How could she have known how long it had been since he'd had a date? Lewis thought in irritation. Then again, this was Laramie, Texas, where everyone was family, and nothing stayed secret for long.

"Lexie is here on vacation."

"Exactly," Lewis said, glad they were no longer talking at cross purposes. "I figured since your stepdaughter's in town again I'd use the opportunity to — "

"Take advantage of her kind and generous nature?" Mrs. Remington scolded, clearly annoyed.

Was Mrs. Remington intimating he was a pity date? That Lexie would only go out with him if she felt sorry for him? "I assure you, Mrs. Remington, I have nothing but the utmost respect for Lexie," he said sincerely, determined to do whatever it took to get an audience with the woman he'd had his eye on for what seemed like forever. "I hold her in highest regard."

"Which is, of course, exactly why you are here," Mrs. Remington interrupted. "Because Lexie is so successful."

Given the fact this conversation had started off on the wrong foot, and had been going down the wrong path ever since, Lewis wasn't sure what to say to that. "Of course I admire what Lexie has done professionally," he admitted. "Everyone around here does." Thanks to her stunning fashion sense, she'd become every bit the celebrity her clients were.

Footsteps sounded in the background. Jake Remington, Lexie's father, appeared at his wife's side, his tall, lanky frame filling the doorway. Jake nodded at Lewis. "McCabe."

"Mr. Remington." Lewis stuck out his hand. After a moment, Jake shook it. Encouraged, Lewis continued, "I was just telling Mrs. Remington that I — "

"My wife is right," Jake Remington interrupted imperiously "There is no way Jenna and I are going to let Lexie see you. Because if we do and you ask her what darn near everyone else around here wants to ask her right now — "

Lewis swore inwardly. "Other guys have been here ahead of me?" He thought he'd gotten the jump on this, since Lexie had only arrived here from London, via her father's private jet, earlier in the day.

"Let's just say you're not the first to come calling," Mrs. Remington replied. "And the answer to everyone was the same. Lexie is not receiving guests at this time."

"Well, then when will she be?" Lewis asked, doing his best to maintain a positive outlook. Not easy, given how unfairly he was being shot down.
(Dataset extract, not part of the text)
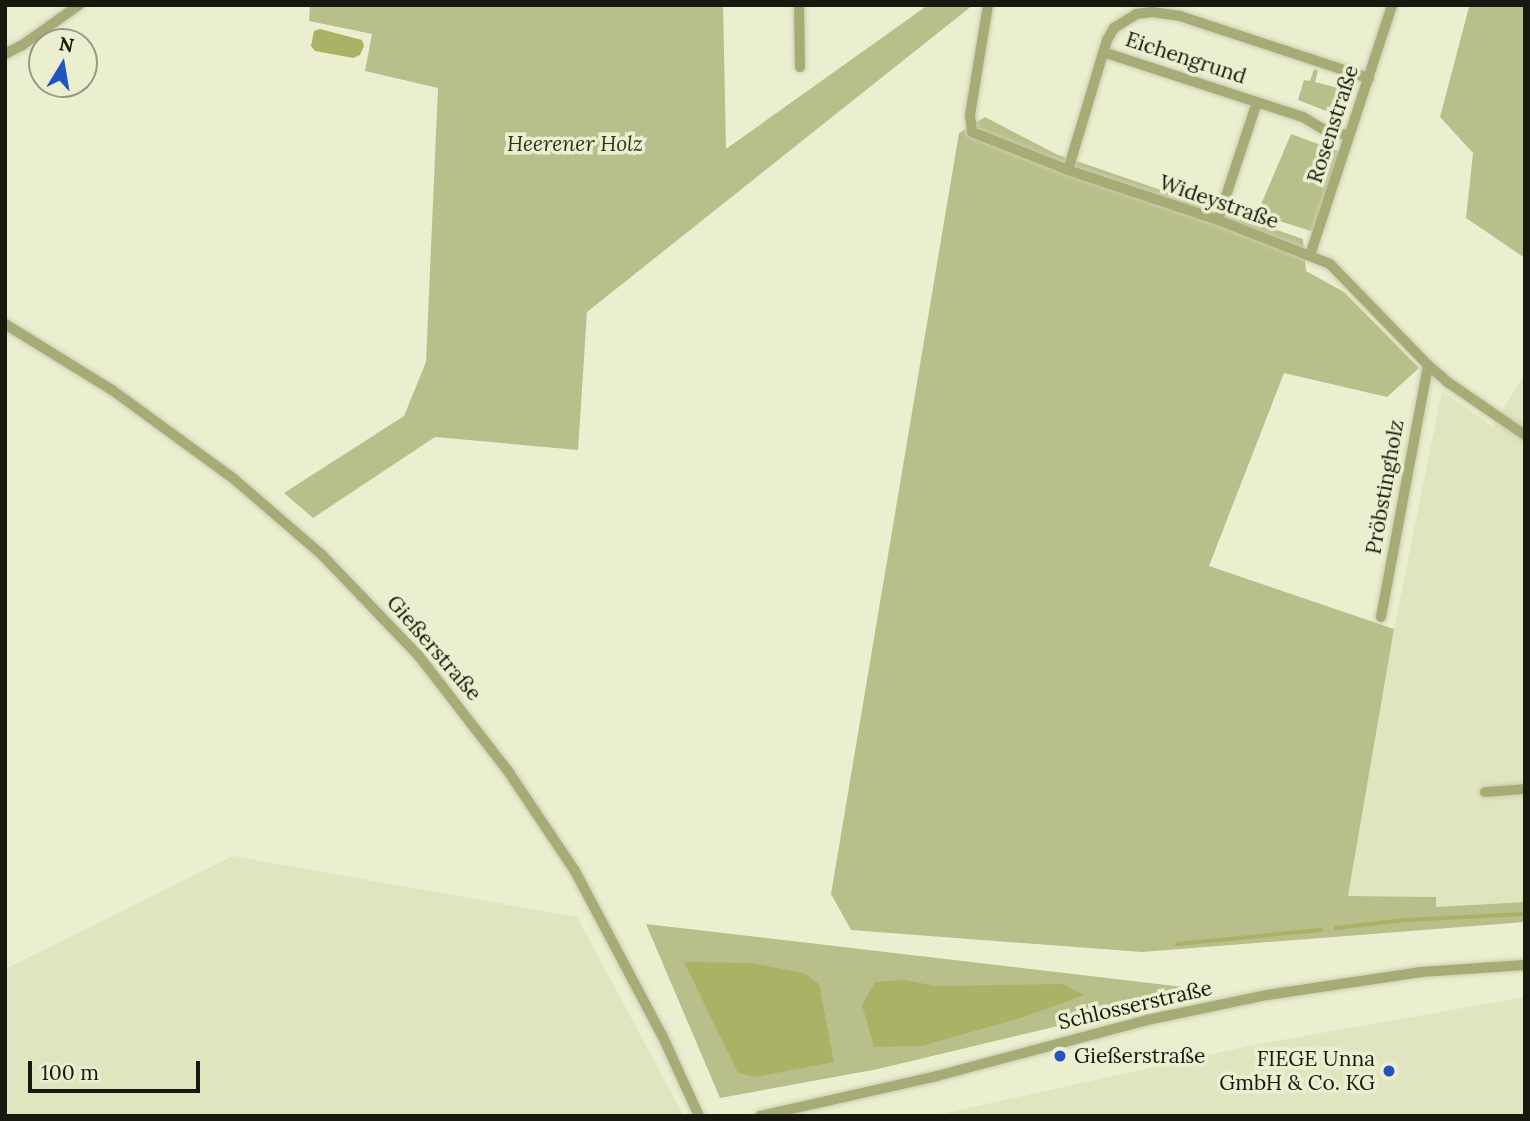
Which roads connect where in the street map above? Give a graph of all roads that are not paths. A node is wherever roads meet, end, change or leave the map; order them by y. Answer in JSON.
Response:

Jake and Jenna looked at each other. "As far as we're concerned, never," Jake said. "At least during this visit."

The thought of letting Lexie leave town without seeing her — again — did not sit well with Lewis, maybe because so many chances to connect had already passed them by. Deciding he wasn't going to let the Remingtons's assessment of his chances with Lexie decide the matter, Lewis insisted as politely as possible, "I just need a moment of her time. I won't stay. I promise."

Jenna sighed, looking thoroughly conflicted. She ran a hand through her short red-gold hair before frowning at Lewis. "She'd say yes, you know. All it would take is one look at you, and she'd be agreeing to whatever you asked."

"And that would not be good for her," Jake Remington clapped a firm hand on Lewis's shoulder. "You need to go, son."

Lewis dug in his heels. He did not want to leave it like this. "Maybe the next time she's home," Mrs. Remington offered gently before putting an abrupt end to the conversation. The door shut and silence fell on the wide front porch of the elegant limestone ranch house.

Lewis stood there a moment longer, aware he hadn't felt this foolish since he was twenty-three and failed to get up the nerve to talk to Lexie when she was home from college on fall break. Eight years had passed...and apparently little had changed. Swearing silently to himself, he turned and started down the porch steps to his SUV. He was almost there when he heard what sounded like a tapping noise. He turned in the direction of the house and saw Lexie Remington framed in an upstairs window, looking as heart-stoppingly beautiful as ever. She motioned to him, and pointed urgently toward the rear of the house. Then, with one last glance over her shoulder, to see if he were following, she disappeared from view.

A mixture of anticipation and excitement rippling through him, Lewis strode around the ranch house. At the rear of the house, Lexie was standing in an open second-floor window in what appeared to be an old-fashioned white lawn nightgown, with a high neck and long, billowing sleeves. Her strawberry-blond hair flowing in untamed waves around her slender shoulders, she looked like a princess in a turret. All she was missing was the tiara and he wouldn't have been surprised if she'd had one of those around some place. Arms on the sill, she leaned down toward him and invited in a soft, mischievous voice that further fueled his dreams, "Come on up."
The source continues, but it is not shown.